How to Bake Your Perfect Chocolate Cake with Vanilla Frosting

- Step 1: Prepare Your Pans & Dry Ingredients. Begin by preheating your oven to 350°F (175°C). Properly prepare two 8-inch round cake pans by greasing them thoroughly and lining the bottoms with parchment paper. This crucial step prevents sticking and ensures your cakes release cleanly. In a large mixing bowl, combine all of your dry ingredients: flour, Dutch-processed cocoa powder, granulated sugar, baking soda, baking powder, and kosher salt. Whisk them together thoroughly until uniformly combined and free of lumps. Set this bowl aside for a moment.

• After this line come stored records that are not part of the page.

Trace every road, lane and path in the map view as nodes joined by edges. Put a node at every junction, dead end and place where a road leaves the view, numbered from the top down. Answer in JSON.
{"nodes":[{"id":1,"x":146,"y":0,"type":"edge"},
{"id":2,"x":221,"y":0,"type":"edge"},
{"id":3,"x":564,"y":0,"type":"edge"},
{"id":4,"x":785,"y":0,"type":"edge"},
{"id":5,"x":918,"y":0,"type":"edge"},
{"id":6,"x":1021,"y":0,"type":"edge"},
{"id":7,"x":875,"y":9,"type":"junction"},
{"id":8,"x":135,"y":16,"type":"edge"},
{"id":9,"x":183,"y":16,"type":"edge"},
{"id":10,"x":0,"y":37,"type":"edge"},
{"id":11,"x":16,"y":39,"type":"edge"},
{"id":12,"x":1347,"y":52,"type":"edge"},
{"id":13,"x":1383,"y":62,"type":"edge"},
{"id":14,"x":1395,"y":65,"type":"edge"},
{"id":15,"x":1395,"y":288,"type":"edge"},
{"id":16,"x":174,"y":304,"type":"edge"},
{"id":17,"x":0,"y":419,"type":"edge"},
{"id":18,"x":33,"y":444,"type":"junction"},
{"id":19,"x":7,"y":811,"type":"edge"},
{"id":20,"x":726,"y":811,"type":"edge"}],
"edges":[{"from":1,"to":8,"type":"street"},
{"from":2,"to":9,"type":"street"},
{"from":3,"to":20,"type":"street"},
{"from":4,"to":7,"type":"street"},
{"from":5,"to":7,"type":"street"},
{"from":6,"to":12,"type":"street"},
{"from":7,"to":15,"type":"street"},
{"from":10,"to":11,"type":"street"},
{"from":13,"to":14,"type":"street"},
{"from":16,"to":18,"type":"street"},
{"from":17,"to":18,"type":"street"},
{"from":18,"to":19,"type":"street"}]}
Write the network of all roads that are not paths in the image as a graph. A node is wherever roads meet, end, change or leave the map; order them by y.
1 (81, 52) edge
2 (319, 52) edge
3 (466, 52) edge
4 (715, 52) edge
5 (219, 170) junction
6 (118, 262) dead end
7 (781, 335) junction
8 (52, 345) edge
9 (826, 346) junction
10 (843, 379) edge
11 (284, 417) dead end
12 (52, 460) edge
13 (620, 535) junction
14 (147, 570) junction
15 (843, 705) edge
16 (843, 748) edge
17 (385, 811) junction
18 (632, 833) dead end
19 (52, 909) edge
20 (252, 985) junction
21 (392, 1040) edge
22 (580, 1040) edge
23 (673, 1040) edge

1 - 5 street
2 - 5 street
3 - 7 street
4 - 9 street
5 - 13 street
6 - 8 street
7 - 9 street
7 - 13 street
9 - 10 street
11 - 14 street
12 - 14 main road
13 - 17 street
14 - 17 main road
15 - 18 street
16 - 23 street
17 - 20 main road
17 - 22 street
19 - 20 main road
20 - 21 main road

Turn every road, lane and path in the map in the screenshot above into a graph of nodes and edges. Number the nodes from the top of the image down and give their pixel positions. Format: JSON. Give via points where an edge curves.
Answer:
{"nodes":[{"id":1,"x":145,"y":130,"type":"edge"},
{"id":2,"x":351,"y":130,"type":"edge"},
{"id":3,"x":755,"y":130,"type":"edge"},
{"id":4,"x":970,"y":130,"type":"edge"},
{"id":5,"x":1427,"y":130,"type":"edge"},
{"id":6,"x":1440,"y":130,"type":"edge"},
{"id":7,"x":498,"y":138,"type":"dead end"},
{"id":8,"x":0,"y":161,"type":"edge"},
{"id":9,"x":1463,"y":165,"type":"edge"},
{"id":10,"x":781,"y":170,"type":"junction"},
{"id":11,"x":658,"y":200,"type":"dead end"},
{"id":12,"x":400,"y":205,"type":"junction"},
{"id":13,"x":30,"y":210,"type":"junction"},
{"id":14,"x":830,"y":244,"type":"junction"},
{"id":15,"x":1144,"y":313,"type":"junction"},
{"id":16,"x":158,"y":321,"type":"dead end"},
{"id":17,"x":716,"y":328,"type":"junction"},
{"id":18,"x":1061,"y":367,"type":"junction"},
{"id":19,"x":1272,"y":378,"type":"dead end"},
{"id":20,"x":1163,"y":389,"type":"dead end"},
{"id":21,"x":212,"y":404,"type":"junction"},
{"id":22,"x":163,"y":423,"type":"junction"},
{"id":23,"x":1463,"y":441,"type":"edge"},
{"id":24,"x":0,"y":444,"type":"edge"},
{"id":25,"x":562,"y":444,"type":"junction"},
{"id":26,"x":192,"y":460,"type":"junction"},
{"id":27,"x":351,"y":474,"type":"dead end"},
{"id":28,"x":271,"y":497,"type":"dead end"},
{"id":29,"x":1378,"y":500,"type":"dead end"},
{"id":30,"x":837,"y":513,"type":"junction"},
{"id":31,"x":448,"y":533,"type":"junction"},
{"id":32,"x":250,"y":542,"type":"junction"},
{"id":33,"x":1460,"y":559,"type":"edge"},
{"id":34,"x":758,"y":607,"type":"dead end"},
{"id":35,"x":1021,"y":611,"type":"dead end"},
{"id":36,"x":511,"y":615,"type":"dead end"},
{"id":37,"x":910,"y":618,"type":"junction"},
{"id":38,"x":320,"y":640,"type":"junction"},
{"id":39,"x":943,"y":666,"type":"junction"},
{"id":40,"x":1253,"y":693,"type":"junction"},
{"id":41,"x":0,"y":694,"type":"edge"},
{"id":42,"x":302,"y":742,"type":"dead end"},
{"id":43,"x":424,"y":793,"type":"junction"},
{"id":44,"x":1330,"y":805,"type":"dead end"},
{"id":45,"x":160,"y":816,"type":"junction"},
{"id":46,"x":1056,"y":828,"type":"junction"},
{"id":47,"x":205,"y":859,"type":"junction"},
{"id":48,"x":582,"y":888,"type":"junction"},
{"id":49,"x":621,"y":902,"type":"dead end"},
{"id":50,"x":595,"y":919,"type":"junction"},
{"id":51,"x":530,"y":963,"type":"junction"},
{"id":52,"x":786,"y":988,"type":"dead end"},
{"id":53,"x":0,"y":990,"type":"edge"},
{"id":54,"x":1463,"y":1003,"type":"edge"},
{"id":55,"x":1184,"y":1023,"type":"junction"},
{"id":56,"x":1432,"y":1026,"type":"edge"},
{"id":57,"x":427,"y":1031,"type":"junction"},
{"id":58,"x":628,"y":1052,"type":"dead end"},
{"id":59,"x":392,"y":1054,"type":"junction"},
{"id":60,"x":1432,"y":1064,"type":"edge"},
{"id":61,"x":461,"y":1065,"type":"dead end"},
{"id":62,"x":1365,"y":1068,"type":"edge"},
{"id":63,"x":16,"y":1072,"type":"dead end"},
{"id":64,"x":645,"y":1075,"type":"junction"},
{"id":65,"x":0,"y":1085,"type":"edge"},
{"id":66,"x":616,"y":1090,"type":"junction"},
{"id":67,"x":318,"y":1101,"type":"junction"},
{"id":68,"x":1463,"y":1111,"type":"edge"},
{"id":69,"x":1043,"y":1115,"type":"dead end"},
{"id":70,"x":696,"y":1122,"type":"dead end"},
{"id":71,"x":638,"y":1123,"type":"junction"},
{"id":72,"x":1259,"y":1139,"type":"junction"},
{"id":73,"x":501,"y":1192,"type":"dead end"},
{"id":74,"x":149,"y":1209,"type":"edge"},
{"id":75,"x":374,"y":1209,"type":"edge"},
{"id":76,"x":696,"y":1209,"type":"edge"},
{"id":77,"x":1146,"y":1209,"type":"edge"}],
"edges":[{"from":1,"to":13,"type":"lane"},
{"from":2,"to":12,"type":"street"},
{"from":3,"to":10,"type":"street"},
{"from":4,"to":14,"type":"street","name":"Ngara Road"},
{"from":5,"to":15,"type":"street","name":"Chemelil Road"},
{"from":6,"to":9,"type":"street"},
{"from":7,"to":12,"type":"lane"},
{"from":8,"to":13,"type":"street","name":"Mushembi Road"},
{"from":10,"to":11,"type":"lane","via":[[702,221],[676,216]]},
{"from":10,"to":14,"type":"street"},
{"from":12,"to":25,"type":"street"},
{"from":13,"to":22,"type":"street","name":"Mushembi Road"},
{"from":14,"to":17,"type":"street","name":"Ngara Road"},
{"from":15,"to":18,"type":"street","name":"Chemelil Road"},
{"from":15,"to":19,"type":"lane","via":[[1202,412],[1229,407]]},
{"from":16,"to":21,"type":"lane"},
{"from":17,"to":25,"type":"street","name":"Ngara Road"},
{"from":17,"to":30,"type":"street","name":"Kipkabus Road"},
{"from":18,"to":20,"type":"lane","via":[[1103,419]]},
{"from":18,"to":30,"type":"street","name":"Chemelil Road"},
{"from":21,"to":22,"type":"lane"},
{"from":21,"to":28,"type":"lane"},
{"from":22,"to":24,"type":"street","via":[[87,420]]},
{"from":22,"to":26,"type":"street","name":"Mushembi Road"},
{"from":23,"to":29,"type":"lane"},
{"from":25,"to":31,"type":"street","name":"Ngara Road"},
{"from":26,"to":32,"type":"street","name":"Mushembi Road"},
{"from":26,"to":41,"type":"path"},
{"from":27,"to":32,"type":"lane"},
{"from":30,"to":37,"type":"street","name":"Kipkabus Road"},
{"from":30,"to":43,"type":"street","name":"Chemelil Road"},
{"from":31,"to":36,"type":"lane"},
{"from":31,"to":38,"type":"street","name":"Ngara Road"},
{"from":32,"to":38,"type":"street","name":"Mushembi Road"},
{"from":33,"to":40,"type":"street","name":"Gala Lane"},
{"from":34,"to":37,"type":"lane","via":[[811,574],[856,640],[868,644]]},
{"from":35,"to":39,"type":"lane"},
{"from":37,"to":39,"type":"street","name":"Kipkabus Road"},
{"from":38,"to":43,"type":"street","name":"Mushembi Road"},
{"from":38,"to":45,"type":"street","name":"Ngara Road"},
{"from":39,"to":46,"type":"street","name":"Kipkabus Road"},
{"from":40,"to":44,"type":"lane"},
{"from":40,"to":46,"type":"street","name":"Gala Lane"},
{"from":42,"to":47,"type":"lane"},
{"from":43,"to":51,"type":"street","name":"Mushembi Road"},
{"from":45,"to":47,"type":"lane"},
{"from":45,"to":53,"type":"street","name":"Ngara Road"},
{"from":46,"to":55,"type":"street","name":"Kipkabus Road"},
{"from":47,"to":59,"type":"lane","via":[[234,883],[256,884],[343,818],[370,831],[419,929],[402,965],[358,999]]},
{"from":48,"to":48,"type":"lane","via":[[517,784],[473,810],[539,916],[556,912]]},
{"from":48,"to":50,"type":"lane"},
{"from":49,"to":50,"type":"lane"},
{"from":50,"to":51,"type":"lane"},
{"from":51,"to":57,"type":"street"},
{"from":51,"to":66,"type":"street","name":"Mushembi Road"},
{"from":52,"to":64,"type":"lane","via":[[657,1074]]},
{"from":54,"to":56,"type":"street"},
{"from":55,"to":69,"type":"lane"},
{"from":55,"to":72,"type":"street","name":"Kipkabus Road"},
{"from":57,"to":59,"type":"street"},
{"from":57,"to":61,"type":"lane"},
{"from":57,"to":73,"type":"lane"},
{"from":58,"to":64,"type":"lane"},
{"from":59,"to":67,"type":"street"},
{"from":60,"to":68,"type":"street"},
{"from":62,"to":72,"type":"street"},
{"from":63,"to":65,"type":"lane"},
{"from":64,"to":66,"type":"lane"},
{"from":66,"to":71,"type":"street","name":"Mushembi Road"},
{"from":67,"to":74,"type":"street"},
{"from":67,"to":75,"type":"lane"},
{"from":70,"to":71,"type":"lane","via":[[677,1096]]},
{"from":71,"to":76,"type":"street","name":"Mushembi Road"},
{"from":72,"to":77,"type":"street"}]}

- Step 2: Combine Wet Ingredients. In a separate bowl or a large liquid measuring jug, whisk together your wet ingredients (excluding the hot water for now). This includes the buttermilk, vegetable oil, eggs (at room temperature), and vanilla extract. Whisk vigorously until the mixture is completely smooth and well-emulsified. Ensuring your eggs and buttermilk are at room temperature will help them combine more easily and create a more uniform batter.

- Step 3: Mix Batter & Add Hot Water. Pour the wet ingredients from the jug directly into the bowl with your dry ingredients. Using your whisk, mix until they are *just* combined. Be careful not to overmix, as this can lead to a tough cake. The batter will still be quite thick at this stage. Now, carefully pour in the very hot water and mix gently once more until everything is just incorporated. The hot water will thin the batter considerably, which is exactly what we want for an incredibly moist cake.

- Step 4: Bake the Cakes. Divide the chocolate cake batter evenly between your two prepared 8-inch pans. Place them into your preheated oven and bake for 35-40 minutes. To check for doneness, insert a toothpick into the center of each cake; it should come out clean or with a few moist crumbs attached, but no wet batter. Once baked, remove the pans from the oven and let the cakes cool in their pans for about 10 minutes. This helps them firm up slightly before you attempt to transfer them. After 10 minutes, carefully invert them onto a wire cooling rack to cool completely. Ensure the cakes are entirely cool before frosting to prevent the buttercream from melting.

- Step 5: Start Your Vanilla Buttercream. While the cakes are cooling, it’s time to prepare the luscious vanilla frosting. In the bowl of a stand mixer fitted with the paddle attachment (or a large bowl with a hand mixer), combine the room temperature unsalted butter and confectioners’ sugar. Begin beating on low speed until the sugar is fully incorporated with the butter and no longer dusty. This prevents a cloud of sugar from engulfing your kitchen! Once combined, increase the speed to medium-high and beat for 2-3 minutes. This aerates the butter, making the frosting light and fluffy.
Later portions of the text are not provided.